Aryna Sabalenka przemówiła po triumfie. Szybko nawiązała do Igi Świątek
Aryna Sabalenka
— Na pewno to będzie wspaniały mecz — powiedziała Aryna Sabalenka o finałowym starciu z Igą Świątek, który zostanie rozegrany w sobotę. Białorusinka pokonała po horrorze z Jelenę Rybakinę 1:6, 7:5, 7:6(5) w półfinale turnieju WTA 1000 w Madrycie.
— Zawsze walczymy tak mocno, jak tylko możemy. Z Igą toczymy niesamowite pojedynki. Nie mogę się doczekać tego finału.
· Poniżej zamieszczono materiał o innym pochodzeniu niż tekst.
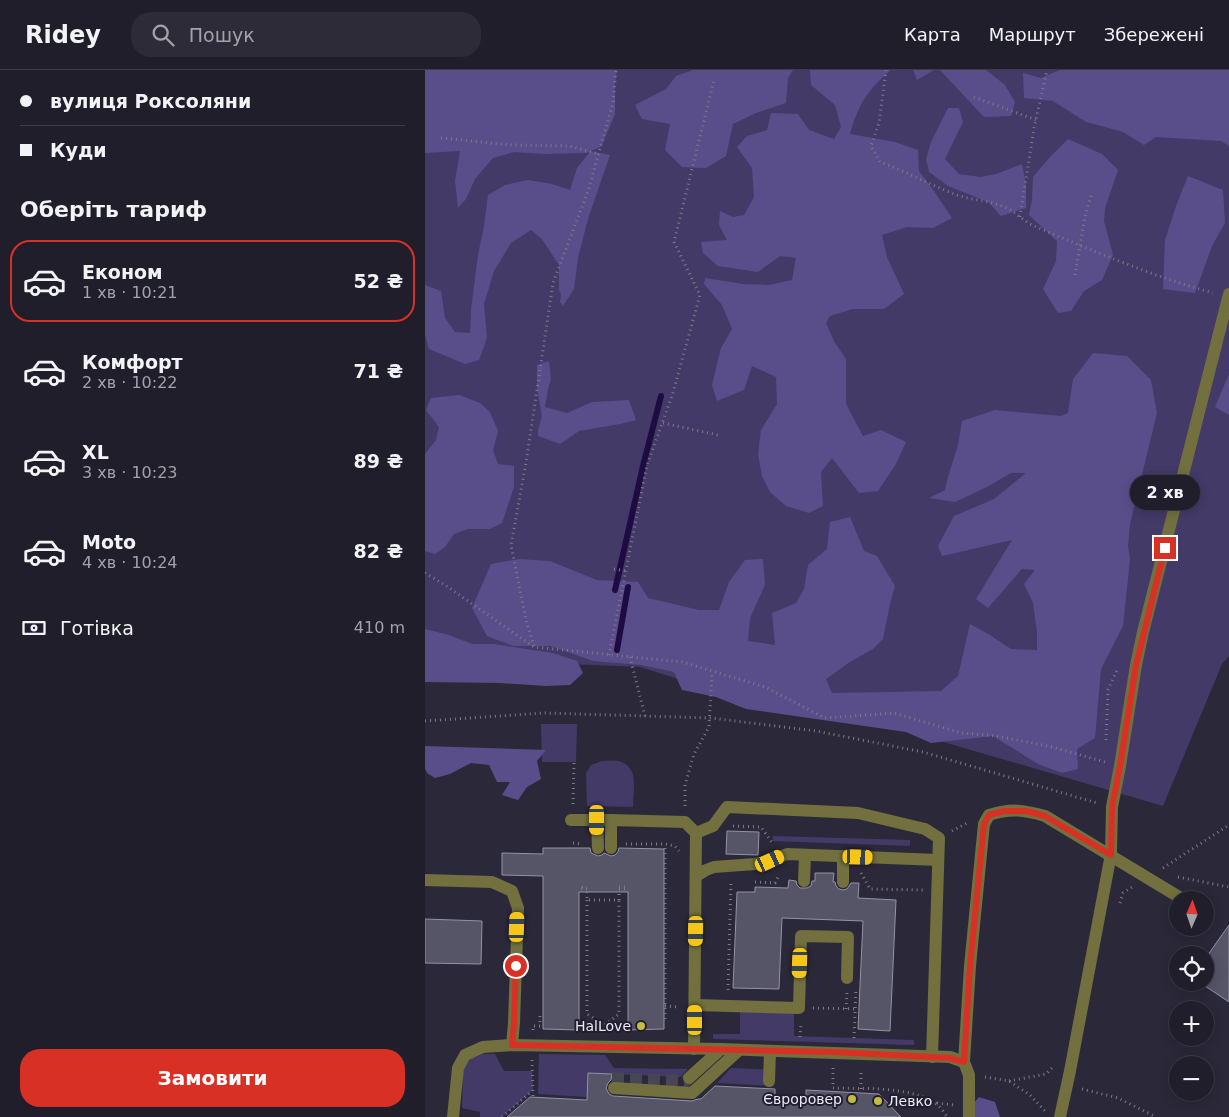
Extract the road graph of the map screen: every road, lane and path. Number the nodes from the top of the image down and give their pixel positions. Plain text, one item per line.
1 (616, 70) edge
2 (886, 70) edge
3 (1047, 70) edge
4 (713, 80) dead end
5 (974, 98) dead end
6 (1036, 120) junction
7 (441, 138) dead end
8 (599, 154) junction
9 (1092, 193) dead end
10 (1020, 216) junction
11 (1081, 244) junction
12 (1075, 274) dead end
13 (1229, 296) edge
14 (663, 423) junction
15 (718, 434) dead end
16 (614, 569) dead end
17 (626, 571) junction
18 (425, 573) edge
19 (534, 647) junction
20 (609, 655) junction
21 (630, 657) junction
22 (713, 672) junction
23 (645, 716) junction
24 (709, 718) junction
25 (425, 721) edge
26 (574, 762) dead end
27 (1120, 766) junction
28 (1112, 807) junction
29 (572, 820) joint
30 (597, 820) junction
31 (611, 820) junction
32 (987, 820) junction
33 (685, 822) junction
34 (696, 833) junction
35 (939, 838) junction
36 (665, 844) dead end
37 (598, 848) dead end
38 (611, 848) dead end
39 (1111, 855) junction
40 (804, 860) junction
41 (938, 860) junction
42 (843, 861) junction
43 (696, 876) junction
44 (425, 880) edge
45 (731, 881) dead end
46 (804, 881) dead end
47 (749, 882) dead end
48 (843, 882) dead end
49 (587, 889) dead end
50 (619, 889) dead end
51 (924, 890) dead end
52 (1170, 891) edge
53 (587, 900) junction
54 (619, 900) junction
55 (847, 978) dead end
56 (695, 1004) junction
57 (665, 1006) junction
58 (727, 1006) junction
59 (682, 1007) dead end
60 (799, 1008) junction
61 (540, 1013) dead end
62 (665, 1019) dead end
63 (540, 1026) dead end
64 (854, 1044) dead end
65 (1075, 1044) junction
66 (512, 1045) junction
67 (694, 1049) junction
68 (721, 1049) junction
69 (739, 1050) junction
70 (769, 1051) junction
71 (834, 1052) junction
72 (932, 1057) junction
73 (964, 1062) junction
74 (969, 1075) junction
75 (689, 1078) tunnel mouth
76 (769, 1081) dead end
77 (1009, 1081) junction
78 (1067, 1085) junction
79 (615, 1088) dead end
80 (533, 1090) dead end
81 (936, 1103) junction
82 (957, 1105) dead end
83 (453, 1117) edge
84 (502, 1117) edge
85 (947, 1117) edge
86 (969, 1117) edge
87 (1050, 1117) edge
88 (1060, 1117) edge
89 (1157, 1117) edge

1 - 8 path
2 - 10 path
3 - 6 path
4 - 14 path
5 - 6 path
6 - 10 path
7 - 8 path
8 - 19 path
9 - 11 path
10 - 11 path
11 - 12 path
11 - 13 path
13 - 27 lane
14 - 15 path
14 - 17 path
16 - 17 path
17 - 20 path
18 - 19 path
19 - 20 path
20 - 21 path
21 - 22 path
21 - 23 path
22 - 24 path
22 - 27 path
23 - 24 path
23 - 25 path
24 - 28 path
24 - 33 path
26 - 29 path
27 - 28 lane
28 - 39 lane
29 - 30 lane
30 - 31 lane
30 - 37 lane
31 - 33 lane
31 - 38 lane
32 - 35 path
32 - 39 lane
32 - 73 lane
33 - 34 lane
34 - 35 lane
34 - 43 lane
35 - 41 lane
36 - 57 path
39 - 52 lane
39 - 65 lane
40 - 42 lane
40 - 43 lane
40 - 46 lane
40 - 47 path
41 - 42 lane
41 - 72 lane
42 - 48 lane
42 - 51 path
43 - 56 lane
44 - 66 lane
45 - 58 path
49 - 53 path
50 - 54 path
53 - 54 path
53 - 54 path
55 - 60 lane
56 - 58 lane
56 - 67 lane
57 - 59 path
57 - 62 path
58 - 60 lane
60 - 64 path
61 - 63 path
65 - 77 path
65 - 78 lane
66 - 67 lane
66 - 83 lane
67 - 68 lane
68 - 69 lane
68 - 75 lane
69 - 70 lane
69 - 79 lane
70 - 71 lane
70 - 76 lane
71 - 72 lane
71 - 81 path
72 - 73 lane
73 - 74 lane
74 - 77 path
74 - 86 lane
77 - 87 path
78 - 88 lane
78 - 89 path
80 - 84 path
81 - 82 path
81 - 85 path

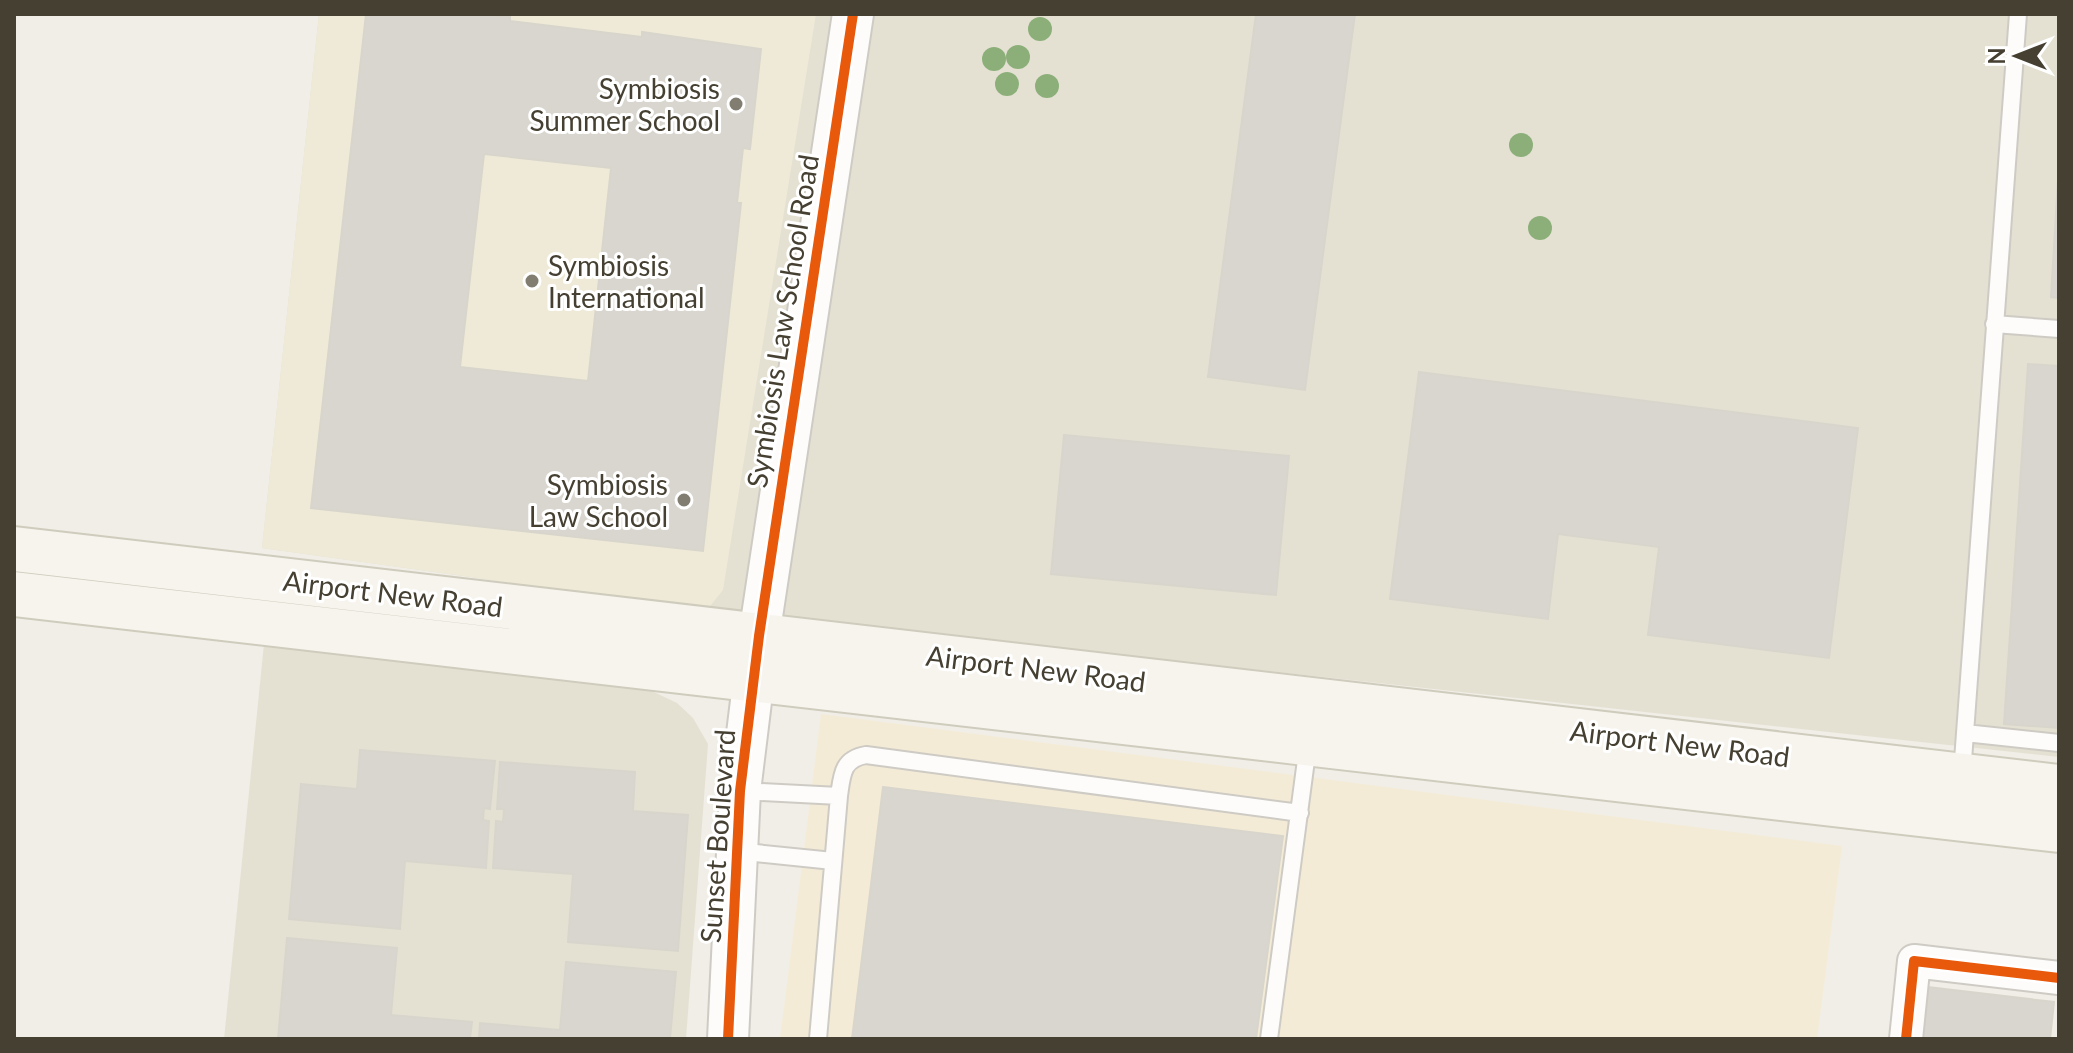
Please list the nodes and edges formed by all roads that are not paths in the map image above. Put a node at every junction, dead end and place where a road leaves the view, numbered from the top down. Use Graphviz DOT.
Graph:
graph roads {
  1 [pos="853,14"];
  2 [pos="2018,14"];
  3 [pos="1994,324"];
  4 [pos="2059,329"];
  5 [pos="14,549"];
  6 [pos="14,594"];
  7 [pos="759,636"];
  8 [pos="754,682"];
  9 [pos="1965,733"];
  10 [pos="1308,743"];
  11 [pos="2059,743"];
  12 [pos="2059,787"];
  13 [pos="740,791"];
  14 [pos="839,796"];
  15 [pos="1961,797"];
  16 [pos="1300,813"];
  17 [pos="2059,830"];
  18 [pos="736,851"];
  19 [pos="833,861"];
  20 [pos="2059,978"];
  21 [pos="728,1039"];
  22 [pos="818,1039"];
  23 [pos="1269,1039"];
  24 [pos="1906,1039"];
  1 -- 7 [label="street, Symbiosis Law School Road"];
  2 -- 3 [label="lane"];
  3 -- 4 [label="lane"];
  3 -- 9 [label="lane"];
  5 -- 7 [label="main road, Airport New Road"];
  6 -- 8 [label="main road, Airport New Road"];
  7 -- 8 [label="street, Sunset Boulevard"];
  7 -- 15 [label="main road, Airport New Road"];
  8 -- 10 [label="main road, Airport New Road"];
  8 -- 13 [label="street, Sunset Boulevard"];
  9 -- 11 [label="lane"];
  9 -- 15 [label="lane"];
  10 -- 15 [label="main road, Airport New Road"];
  10 -- 16 [label="lane"];
  12 -- 15 [label="main road, Airport New Road"];
  13 -- 14 [label="lane"];
  13 -- 18 [label="street, Sunset Boulevard"];
  14 -- 16 [label="lane"];
  14 -- 19 [label="lane"];
  15 -- 17 [label="main road, Airport New Road"];
  16 -- 23 [label="lane"];
  18 -- 19 [label="lane"];
  18 -- 21 [label="street, Sunset Boulevard"];
  19 -- 22 [label="lane"];
  20 -- 24 [label="street"];
}
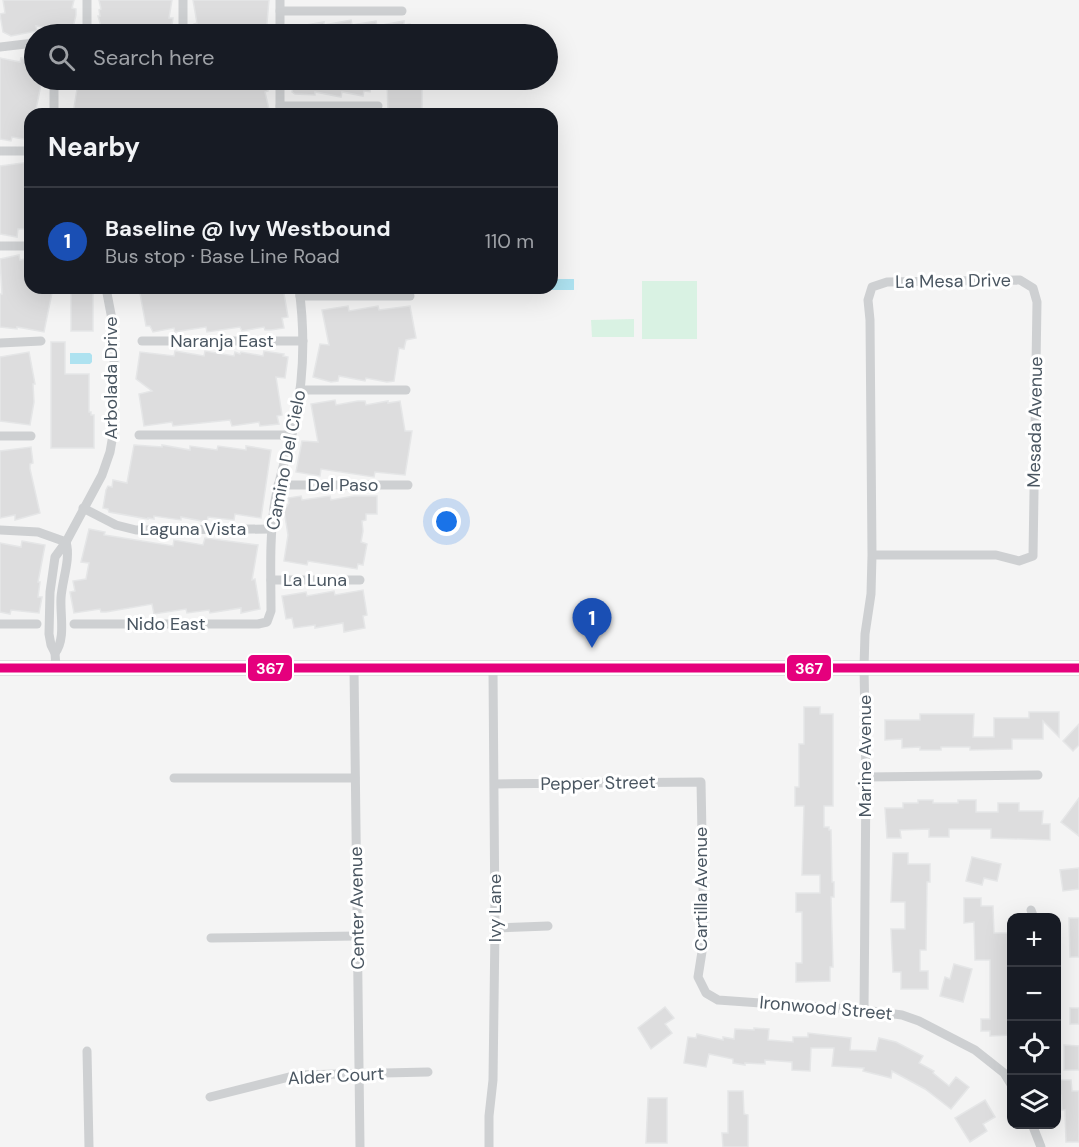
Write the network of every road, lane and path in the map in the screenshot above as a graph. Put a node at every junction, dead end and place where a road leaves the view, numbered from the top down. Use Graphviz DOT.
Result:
graph roads {
  1 [pos="87,0"];
  2 [pos="183,0"];
  3 [pos="279,0"];
  4 [pos="373,0"];
  5 [pos="280,11"];
  6 [pos="374,11"];
  7 [pos="402,11"];
  8 [pos="87,24"];
  9 [pos="183,24"];
  10 [pos="280,24"];
  11 [pos="24,44"];
  12 [pos="0,47"];
  13 [pos="54,90"];
  14 [pos="280,90"];
  15 [pos="378,106"];
  16 [pos="54,108"];
  17 [pos="280,108"];
  18 [pos="329,108"];
  19 [pos="0,151"];
  20 [pos="24,151"];
  21 [pos="0,246"];
  22 [pos="24,246"];
  23 [pos="872,287"];
  24 [pos="1033,288"];
  25 [pos="107,294"];
  26 [pos="299,294"];
  27 [pos="354,294"];
  28 [pos="410,296"];
  29 [pos="41,341"];
  30 [pos="142,341"];
  31 [pos="303,341"];
  32 [pos="0,343"];
  33 [pos="300,390"];
  34 [pos="405,390"];
  35 [pos="139,435"];
  36 [pos="292,435"];
  37 [pos="0,436"];
  38 [pos="31,436"];
  39 [pos="278,485"];
  40 [pos="408,485"];
  41 [pos="83,508"];
  42 [pos="272,529"];
  43 [pos="0,530"];
  44 [pos="66,542"];
  45 [pos="872,555"];
  46 [pos="271,580"];
  47 [pos="360,580"];
  48 [pos="0,624"];
  49 [pos="37,624"];
  50 [pos="74,624"];
  51 [pos="258,624"];
  52 [pos="56,661"];
  53 [pos="864,667"];
  54 [pos="1079,668"];
  55 [pos="0,669"];
  56 [pos="354,669"];
  57 [pos="493,669"];
  58 [pos="1038,775"];
  59 [pos="866,777"];
  60 [pos="174,778"];
  61 [pos="355,778"];
  62 [pos="701,782"];
  63 [pos="495,784"];
  64 [pos="548,926"];
  65 [pos="495,928"];
  66 [pos="357,936"];
  67 [pos="211,938"];
  68 [pos="706,993"];
  69 [pos="864,1010"];
  70 [pos="87,1051"];
  71 [pos="1007,1069"];
  72 [pos="428,1072"];
  73 [pos="359,1073"];
  74 [pos="210,1097"];
  75 [pos="1034,1129"];
  76 [pos="89,1147"];
  77 [pos="360,1147"];
  78 [pos="489,1147"];
  79 [pos="1041,1147"];
  1 -- 8 [label="street"];
  2 -- 9 [label="street"];
  3 -- 5 [label="street"];
  4 -- 6 [label="street"];
  5 -- 6 [label="street"];
  5 -- 10 [label="street"];
  6 -- 7 [label="street"];
  11 -- 12 [label="street"];
  13 -- 16 [label="street"];
  14 -- 17 [label="street"];
  15 -- 18 [label="street"];
  19 -- 20 [label="street"];
  21 -- 22 [label="street"];
  23 -- 24 [label="street, La Mesa Drive"];
  23 -- 45 [label="street, Marine Avenue"];
  24 -- 45 [label="street, Mesada Avenue"];
  25 -- 41 [label="street, Arbolada Drive"];
  26 -- 31 [label="street, Camino Del Cielo"];
  27 -- 28 [label="street"];
  29 -- 32 [label="street"];
  30 -- 31 [label="street, Naranja East"];
  31 -- 33 [label="street, Camino Del Cielo"];
  33 -- 34 [label="street"];
  33 -- 36 [label="street, Camino Del Cielo"];
  35 -- 36 [label="street"];
  36 -- 39 [label="street, Camino Del Cielo"];
  37 -- 38 [label="street"];
  39 -- 40 [label="street, Del Paso"];
  39 -- 42 [label="street, Camino Del Cielo"];
  41 -- 42 [label="street, Laguna Vista"];
  41 -- 44 [label="street, Arbolada Drive"];
  42 -- 46 [label="street, Camino Del Cielo"];
  43 -- 44 [label="street"];
  44 -- 52 [label="street, Arbolada Drive"];
  44 -- 52 [label="street"];
  45 -- 53 [label="street, Marine Avenue"];
  46 -- 47 [label="street, La Luna"];
  46 -- 51 [label="street, Camino Del Cielo"];
  48 -- 49 [label="street"];
  50 -- 51 [label="street, Nido East"];
  52 -- 55 [label="main road"];
  52 -- 56 [label="main road"];
  53 -- 54 [label="main road"];
  53 -- 57 [label="main road"];
  53 -- 59 [label="street, Marine Avenue"];
  56 -- 57 [label="main road"];
  56 -- 61 [label="street, Center Avenue"];
  57 -- 63 [label="street, Ivy Lane"];
  58 -- 59 [label="street"];
  59 -- 69 [label="street, Marine Avenue"];
  60 -- 61 [label="street"];
  61 -- 66 [label="street, Center Avenue"];
  62 -- 63 [label="street, Pepper Street"];
  62 -- 68 [label="street, Cartilla Avenue"];
  63 -- 65 [label="street, Ivy Lane"];
  64 -- 65 [label="street"];
  65 -- 78 [label="street, Ivy Lane"];
  66 -- 67 [label="street"];
  66 -- 73 [label="street, Center Avenue"];
  68 -- 69 [label="street, Ironwood Street"];
  69 -- 71 [label="street, Ironwood Street"];
  70 -- 76 [label="street"];
  72 -- 73 [label="street, Alder Court"];
  73 -- 74 [label="street, Alder Court"];
  73 -- 77 [label="street, Center Avenue"];
  75 -- 79 [label="street"];
}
Zrobię wszystko, co w mojej mocy, aby odnieść to zwycięstwo — podkreśliła rozradowana wiceliderka kobiecego tenisa na świecie.
Ciężkie mecze wiceliderki
Dla Sabalenki turniej w Madrycie jest niezwykle wymagający. Tenisistka z Mińska ma już za sobą cztery trzysetowe mecze. — Chciałabym wygrywać w dwóch setach, ale być może potrzebuję dłużej przebywać na korcie. Jestem bardzo zadowolona i czekam już na mecz z Igą Świątek — powiedziała zawodniczka.
Po pierwszym secie wydawało się, że Jelena Rybakina taranem wjedzie do finału
Pierwszy set to prawdziwy popis Jeleny Rybakiny, która weszła w mecz niezwykle skupiona i skuteczna w swojej grze. Zupełnie inaczej wyglądała Sabalenka, która szybko się frustrowała, co przekładało się na błędy i finalnie zwycięstwo Kazaszki 6:1.
Końcówka drugiego seta odmieniła losy meczu
W drugiej partii Rybakina była o krok od zwycięstwa, jednak w kluczowym momencie zabrakło jej koncentracji i popełniła błędy, które zamiast dać zwycięstwo, doprowadziły najpierw do remisu 5:5, a potem do porażki w secie 5:7.
W trzecim secie obserwowaliśmy niezwykle wyrównaną batalię, która zakończyła się tie-breakiem, w nim lepiej zagrała Sabalenka, która zwyciężyła ostatecznie decydującą partię 7:5(5) i to ona w sobotnie popołudnie zmierzy się z Igą Świątek w finale madryckiego turnieju.